* _SUPPLIED RECORDS_

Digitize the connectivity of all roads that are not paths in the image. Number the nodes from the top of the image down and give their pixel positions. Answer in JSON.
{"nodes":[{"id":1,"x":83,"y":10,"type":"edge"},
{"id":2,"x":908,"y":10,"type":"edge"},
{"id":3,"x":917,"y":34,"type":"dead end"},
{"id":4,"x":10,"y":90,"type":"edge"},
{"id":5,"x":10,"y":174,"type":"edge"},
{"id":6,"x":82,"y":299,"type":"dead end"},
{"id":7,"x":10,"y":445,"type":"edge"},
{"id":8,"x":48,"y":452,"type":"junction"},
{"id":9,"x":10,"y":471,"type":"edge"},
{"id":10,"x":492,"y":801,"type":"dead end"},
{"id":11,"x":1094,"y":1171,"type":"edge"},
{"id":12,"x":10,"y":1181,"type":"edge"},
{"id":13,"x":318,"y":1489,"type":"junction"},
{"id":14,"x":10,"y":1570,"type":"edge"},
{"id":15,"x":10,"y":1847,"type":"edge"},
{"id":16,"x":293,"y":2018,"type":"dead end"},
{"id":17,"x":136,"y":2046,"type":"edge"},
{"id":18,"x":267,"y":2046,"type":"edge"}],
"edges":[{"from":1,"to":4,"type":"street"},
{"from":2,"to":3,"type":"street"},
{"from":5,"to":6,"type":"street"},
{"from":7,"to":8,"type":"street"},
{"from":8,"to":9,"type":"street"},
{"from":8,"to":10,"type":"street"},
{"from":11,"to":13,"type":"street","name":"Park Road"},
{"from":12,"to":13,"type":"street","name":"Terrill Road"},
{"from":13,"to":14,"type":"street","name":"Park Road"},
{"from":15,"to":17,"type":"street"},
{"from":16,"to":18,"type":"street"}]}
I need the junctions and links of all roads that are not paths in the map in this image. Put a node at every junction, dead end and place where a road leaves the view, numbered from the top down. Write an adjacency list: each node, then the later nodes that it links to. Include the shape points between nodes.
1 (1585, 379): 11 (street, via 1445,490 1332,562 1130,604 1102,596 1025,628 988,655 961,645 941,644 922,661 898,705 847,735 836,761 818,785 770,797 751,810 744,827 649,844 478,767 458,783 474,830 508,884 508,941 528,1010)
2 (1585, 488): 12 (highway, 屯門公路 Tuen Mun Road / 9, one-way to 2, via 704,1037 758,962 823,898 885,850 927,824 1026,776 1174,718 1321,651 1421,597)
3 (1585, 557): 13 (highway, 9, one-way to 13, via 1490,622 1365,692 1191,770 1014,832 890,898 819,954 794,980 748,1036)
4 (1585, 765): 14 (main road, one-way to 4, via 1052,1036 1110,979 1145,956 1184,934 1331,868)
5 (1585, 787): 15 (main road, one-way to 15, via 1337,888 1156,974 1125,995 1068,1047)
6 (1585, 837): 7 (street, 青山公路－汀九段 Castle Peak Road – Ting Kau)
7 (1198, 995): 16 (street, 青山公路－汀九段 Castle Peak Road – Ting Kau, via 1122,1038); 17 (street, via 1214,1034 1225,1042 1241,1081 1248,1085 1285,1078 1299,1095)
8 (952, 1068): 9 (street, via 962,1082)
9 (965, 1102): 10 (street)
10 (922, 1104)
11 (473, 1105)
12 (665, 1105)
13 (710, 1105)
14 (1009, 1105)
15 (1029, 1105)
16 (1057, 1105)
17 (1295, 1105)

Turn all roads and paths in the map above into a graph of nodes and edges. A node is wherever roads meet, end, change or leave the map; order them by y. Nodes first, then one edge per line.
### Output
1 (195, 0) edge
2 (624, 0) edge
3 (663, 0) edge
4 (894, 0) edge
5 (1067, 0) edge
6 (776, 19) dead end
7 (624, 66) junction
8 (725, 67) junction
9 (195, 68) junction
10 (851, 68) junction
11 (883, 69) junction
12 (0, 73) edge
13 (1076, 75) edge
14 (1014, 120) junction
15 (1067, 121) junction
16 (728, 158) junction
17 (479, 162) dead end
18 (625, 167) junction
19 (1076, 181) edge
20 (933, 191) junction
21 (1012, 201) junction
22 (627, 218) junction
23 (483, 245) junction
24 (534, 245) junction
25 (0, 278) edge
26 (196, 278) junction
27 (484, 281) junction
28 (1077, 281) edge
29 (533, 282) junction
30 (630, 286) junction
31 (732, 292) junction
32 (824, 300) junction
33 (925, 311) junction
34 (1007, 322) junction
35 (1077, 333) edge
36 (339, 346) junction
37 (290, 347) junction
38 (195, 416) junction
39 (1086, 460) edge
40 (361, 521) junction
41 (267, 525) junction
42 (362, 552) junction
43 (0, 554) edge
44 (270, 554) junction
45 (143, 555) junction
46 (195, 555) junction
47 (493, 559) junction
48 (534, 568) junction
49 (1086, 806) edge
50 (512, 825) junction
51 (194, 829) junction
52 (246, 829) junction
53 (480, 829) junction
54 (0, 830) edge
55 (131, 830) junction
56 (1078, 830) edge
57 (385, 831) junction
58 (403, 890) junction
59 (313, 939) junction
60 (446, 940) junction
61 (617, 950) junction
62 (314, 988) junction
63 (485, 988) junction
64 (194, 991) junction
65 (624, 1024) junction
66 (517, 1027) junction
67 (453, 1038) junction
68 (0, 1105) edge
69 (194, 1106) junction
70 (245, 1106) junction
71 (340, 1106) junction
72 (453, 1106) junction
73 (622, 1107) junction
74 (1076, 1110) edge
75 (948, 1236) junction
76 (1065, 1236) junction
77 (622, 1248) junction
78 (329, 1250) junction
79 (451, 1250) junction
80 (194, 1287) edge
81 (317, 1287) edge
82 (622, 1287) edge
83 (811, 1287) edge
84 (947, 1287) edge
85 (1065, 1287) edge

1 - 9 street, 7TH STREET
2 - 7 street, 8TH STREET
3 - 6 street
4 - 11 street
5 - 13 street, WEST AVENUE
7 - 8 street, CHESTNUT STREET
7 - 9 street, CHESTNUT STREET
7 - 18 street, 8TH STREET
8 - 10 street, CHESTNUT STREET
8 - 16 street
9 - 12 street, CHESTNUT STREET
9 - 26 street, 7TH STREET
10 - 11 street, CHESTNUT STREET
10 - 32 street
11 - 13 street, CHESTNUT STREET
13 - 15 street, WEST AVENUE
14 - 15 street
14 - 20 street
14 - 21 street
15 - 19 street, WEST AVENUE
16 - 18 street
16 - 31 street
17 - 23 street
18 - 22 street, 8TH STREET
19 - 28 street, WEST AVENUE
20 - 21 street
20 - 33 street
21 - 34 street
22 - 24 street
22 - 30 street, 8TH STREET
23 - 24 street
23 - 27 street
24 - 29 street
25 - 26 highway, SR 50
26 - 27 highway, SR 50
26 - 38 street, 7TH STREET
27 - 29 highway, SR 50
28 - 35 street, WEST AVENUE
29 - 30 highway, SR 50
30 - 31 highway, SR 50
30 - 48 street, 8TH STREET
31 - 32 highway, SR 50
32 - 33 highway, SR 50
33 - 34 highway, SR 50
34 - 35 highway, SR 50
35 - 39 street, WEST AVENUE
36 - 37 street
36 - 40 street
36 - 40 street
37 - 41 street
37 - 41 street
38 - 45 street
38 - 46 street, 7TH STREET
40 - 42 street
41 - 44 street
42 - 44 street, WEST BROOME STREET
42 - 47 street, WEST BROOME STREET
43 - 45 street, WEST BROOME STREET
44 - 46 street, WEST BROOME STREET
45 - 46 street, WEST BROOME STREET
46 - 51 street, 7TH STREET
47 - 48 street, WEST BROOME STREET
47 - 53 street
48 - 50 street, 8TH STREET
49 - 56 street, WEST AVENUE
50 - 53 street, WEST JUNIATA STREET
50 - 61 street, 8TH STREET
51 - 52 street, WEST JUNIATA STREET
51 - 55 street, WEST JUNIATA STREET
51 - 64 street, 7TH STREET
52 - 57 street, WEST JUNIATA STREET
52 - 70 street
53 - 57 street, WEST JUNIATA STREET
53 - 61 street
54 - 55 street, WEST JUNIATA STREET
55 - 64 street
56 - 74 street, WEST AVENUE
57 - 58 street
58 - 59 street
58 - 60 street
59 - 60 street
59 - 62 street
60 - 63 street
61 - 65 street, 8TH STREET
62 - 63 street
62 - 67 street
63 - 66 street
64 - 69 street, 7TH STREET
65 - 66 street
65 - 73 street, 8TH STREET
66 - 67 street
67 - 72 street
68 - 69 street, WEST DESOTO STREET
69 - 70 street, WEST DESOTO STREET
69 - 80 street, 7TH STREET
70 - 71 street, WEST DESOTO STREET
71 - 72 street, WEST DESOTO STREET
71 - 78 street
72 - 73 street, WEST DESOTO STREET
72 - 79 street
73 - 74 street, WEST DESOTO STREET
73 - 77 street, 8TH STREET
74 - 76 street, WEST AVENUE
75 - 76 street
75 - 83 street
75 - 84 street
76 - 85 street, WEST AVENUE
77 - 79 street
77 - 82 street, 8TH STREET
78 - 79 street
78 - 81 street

* _PROBLEM DETAILS_
Which lines above hold the string "main"? Show each of them.

* _RESPONSE BOX_
4 (1585, 765): 14 (main road, one-way to 4, via 1052,1036 1110,979 1145,956 1184,934 1331,868)
5 (1585, 787): 15 (main road, one-way to 15, via 1337,888 1156,974 1125,995 1068,1047)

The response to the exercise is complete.